L’Oipa accusa la ricerca di voler spostare il dibattito etico, concentrandolo sulla tecnologia invece che sul sistema che la rende necessaria. Gli allevamenti intensivi, ricordano, sono la causa primaria della diffusione di patologie tra gli animali, e allo stesso tempo una delle principali fonti di inquinamento e sofferenza. Migliaia di suini, stipati in spazi ristretti e costretti a condizioni di vita innaturali, vivono in ambienti dove il rischio di contagio è altissimo. È proprio quel modello produttivo — fondato sulla quantità e sul profitto — a creare la vulnerabilità che la scienza pretende ora di “curare” attraverso la genetica.

Il paradosso, secondo l’associazione, è evidente: invece di ridurre la pressione sugli allevamenti, si punta a potenziare gli animali per farli resistere a un sistema che li danneggia. È una soluzione tecnologica che rischia di normalizzare l’abuso, travestendolo da progresso. «Non si può parlare di tutela della salute animale — osserva l’Oipa — quando il fine ultimo resta quello di produrre di più e più in fretta».

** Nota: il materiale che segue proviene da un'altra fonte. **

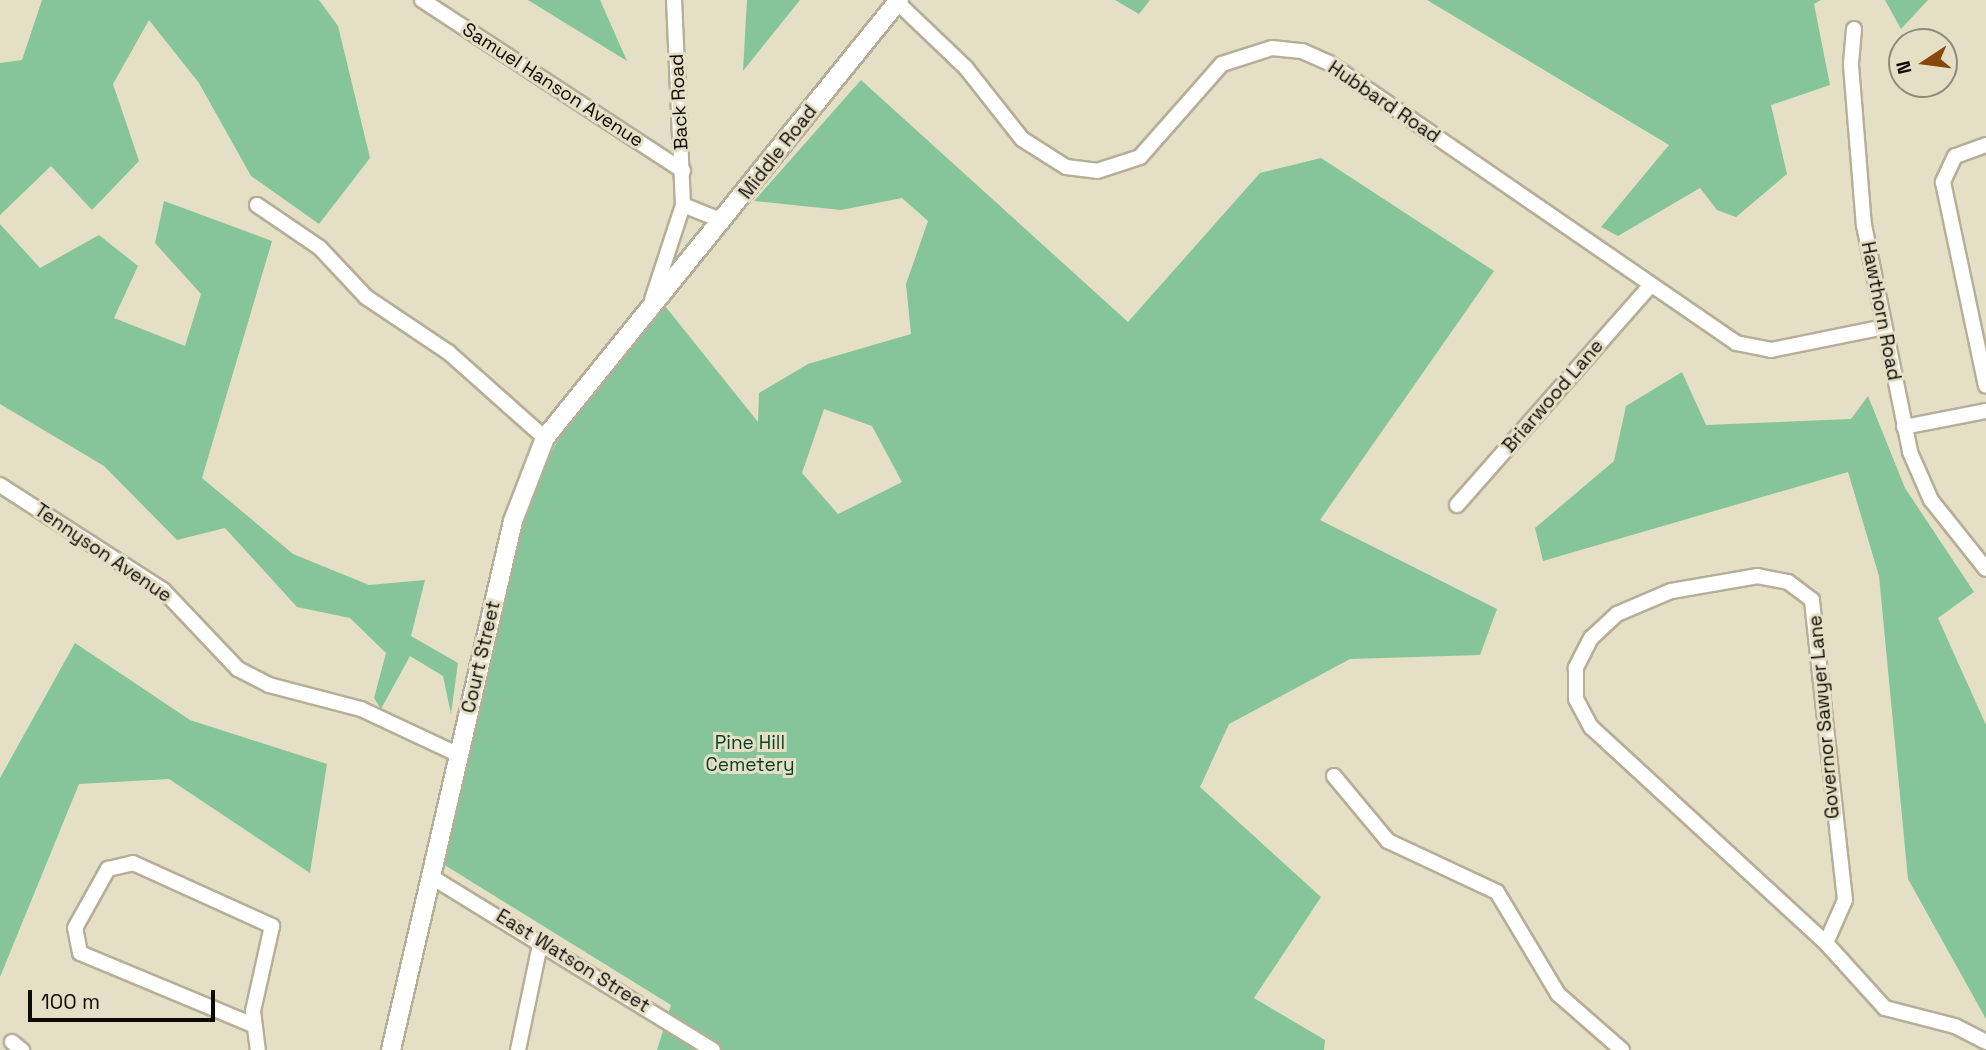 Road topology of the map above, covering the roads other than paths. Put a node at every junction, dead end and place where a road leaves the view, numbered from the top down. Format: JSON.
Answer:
{"nodes":[{"id":1,"x":422,"y":0,"type":"edge"},
{"id":2,"x":674,"y":0,"type":"edge"},
{"id":3,"x":898,"y":1,"type":"edge"},
{"id":4,"x":1854,"y":29,"type":"dead end"},
{"id":5,"x":1986,"y":145,"type":"edge"},
{"id":6,"x":683,"y":170,"type":"junction"},
{"id":7,"x":257,"y":205,"type":"dead end"},
{"id":8,"x":683,"y":205,"type":"junction"},
{"id":9,"x":723,"y":220,"type":"junction"},
{"id":10,"x":1649,"y":287,"type":"junction"},
{"id":11,"x":652,"y":300,"type":"junction"},
{"id":12,"x":1884,"y":327,"type":"junction"},
{"id":13,"x":1986,"y":386,"type":"edge"},
{"id":14,"x":1986,"y":411,"type":"edge"},
{"id":15,"x":1904,"y":427,"type":"junction"},
{"id":16,"x":545,"y":438,"type":"junction"},
{"id":17,"x":5,"y":488,"type":"edge"},
{"id":18,"x":0,"y":503,"type":"edge"},
{"id":19,"x":1457,"y":505,"type":"dead end"},
{"id":20,"x":1986,"y":569,"type":"edge"},
{"id":21,"x":457,"y":754,"type":"junction"},
{"id":22,"x":1334,"y":776,"type":"dead end"},
{"id":23,"x":430,"y":876,"type":"junction"},
{"id":24,"x":541,"y":940,"type":"junction"},
{"id":25,"x":1826,"y":943,"type":"junction"},
{"id":26,"x":253,"y":1025,"type":"junction"},
{"id":27,"x":1986,"y":1042,"type":"edge"},
{"id":28,"x":258,"y":1050,"type":"edge"},
{"id":29,"x":391,"y":1050,"type":"edge"},
{"id":30,"x":518,"y":1050,"type":"edge"},
{"id":31,"x":713,"y":1050,"type":"edge"},
{"id":32,"x":1622,"y":1050,"type":"edge"}],
"edges":[{"from":1,"to":6,"type":"street","name":"Samuel Hanson Avenue"},
{"from":2,"to":6,"type":"street","name":"Back Road"},
{"from":3,"to":9,"type":"street","name":"Middle Road"},
{"from":3,"to":10,"type":"street","name":"Hubbard Road"},
{"from":4,"to":12,"type":"street","name":"Hawthorn Road"},
{"from":5,"to":13,"type":"street"},
{"from":6,"to":8,"type":"street","name":"Back Road"},
{"from":7,"to":16,"type":"street"},
{"from":8,"to":9,"type":"street"},
{"from":8,"to":11,"type":"street","name":"Back Road"},
{"from":9,"to":11,"type":"street","name":"Middle Road"},
{"from":10,"to":12,"type":"street","name":"Hubbard Road"},
{"from":10,"to":19,"type":"street","name":"Briarwood Lane"},
{"from":11,"to":16,"type":"street","name":"Court Street"},
{"from":12,"to":15,"type":"street","name":"Hawthorn Road"},
{"from":14,"to":15,"type":"street"},
{"from":15,"to":20,"type":"street","name":"Hawthorn Road"},
{"from":16,"to":21,"type":"street","name":"Court Street"},
{"from":17,"to":18,"type":"street"},
{"from":17,"to":21,"type":"street","name":"Tennyson Avenue"},
{"from":21,"to":23,"type":"street","name":"Court Street"},
{"from":22,"to":32,"type":"street"},
{"from":23,"to":24,"type":"street","name":"East Watson Street"},
{"from":23,"to":29,"type":"street","name":"Court Street"},
{"from":24,"to":30,"type":"street"},
{"from":24,"to":31,"type":"street","name":"East Watson Street"},
{"from":25,"to":25,"type":"street","name":"Governor Sawyer Lane"},
{"from":25,"to":27,"type":"street","name":"Governor Sawyer Lane"},
{"from":26,"to":26,"type":"street"},
{"from":26,"to":28,"type":"street"}]}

La riflessione non riguarda solo il mondo animalista. Anche diversi bioeticisti, in Italia e all’estero, hanno espresso preoccupazione per un tipo di ricerca che, pur avanzando in campo scientifico, sfuma i confini del rispetto biologico. La manipolazione genetica di animali destinati all’alimentazione apre interrogativi morali di ampia portata: fino a che punto è lecito intervenire sulla natura per garantire efficienza? E soprattutto, chi decide quale forma di vita può essere “corretta” in nome della produttività?

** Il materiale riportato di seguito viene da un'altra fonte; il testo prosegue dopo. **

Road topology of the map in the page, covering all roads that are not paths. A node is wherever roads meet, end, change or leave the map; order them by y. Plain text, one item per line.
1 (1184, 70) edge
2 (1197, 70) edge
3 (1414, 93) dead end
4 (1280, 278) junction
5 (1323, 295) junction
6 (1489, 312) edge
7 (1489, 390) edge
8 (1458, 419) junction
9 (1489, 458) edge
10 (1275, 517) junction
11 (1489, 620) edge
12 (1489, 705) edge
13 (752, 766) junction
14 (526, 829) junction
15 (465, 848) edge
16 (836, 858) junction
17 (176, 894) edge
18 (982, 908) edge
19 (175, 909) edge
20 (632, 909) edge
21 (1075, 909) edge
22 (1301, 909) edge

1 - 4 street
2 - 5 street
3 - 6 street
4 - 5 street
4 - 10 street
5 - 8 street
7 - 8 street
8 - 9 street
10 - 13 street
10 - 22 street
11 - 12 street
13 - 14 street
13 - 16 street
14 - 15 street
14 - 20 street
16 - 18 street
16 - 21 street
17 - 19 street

Per l’Oipa, il rischio è quello di consolidare una mentalità utilitaristica che considera l’animale come “materia prima”, adattabile a piacimento. La genetica diventa così l’ennesimo strumento di controllo economico, utile a mascherare le criticità di un sistema industriale che genera benessere per pochi e sofferenza per molti — animali e umani compresi.

Nel comunicato diffuso dall’associazione, si sottolinea che «la vita non può esistere in funzione del profitto». Le risorse investite nella ricerca genetica, si legge, dovrebbero essere reindirizzate verso un sistema alimentare alternativo, fondato su sostenibilità e rispetto per gli animali. Promuovere un modello cruelty-free significherebbe, per l’Oipa, non rinunciare al progresso, ma ridefinirne i confini morali.

Il tema, in effetti, tocca questioni più ampie di quanto appaia. La sperimentazione genetica sugli animali non è un fenomeno isolato: dai polli che crescono più in fretta ai bovini privi di corna, la scienza interviene sempre più spesso per adattare la biologia alle esigenze dell’economia. Ma questa corsa all’efficienza biologica rischia di cancellare l’idea stessa di limite, sostituendo la selezione naturale con la pianificazione industriale della vita.

Nel dibattito che ora si apre, la voce dell’Oipa si aggiunge a quella di altre organizzazioni che chiedono una moratoria sulle modificazioni genetiche negli animali da allevamento. Non una chiusura ideologica alla ricerca, ma la richiesta di una pausa di riflessione collettiva su quale tipo di progresso si voglia davvero perseguire. Perché il confine tra innovazione e abuso, avvertono gli esperti, è sottile e facilmente oltrepassabile.

Alla fine, la domanda di fondo resta la stessa: può la scienza giustificare qualsiasi intervento in nome della produttività? L’Oipa non ha dubbi: la vera sfida non è creare animali più forti, ma costruire un mondo in cui nessuna specie debba essere modificata per sopravvivere all’uomo.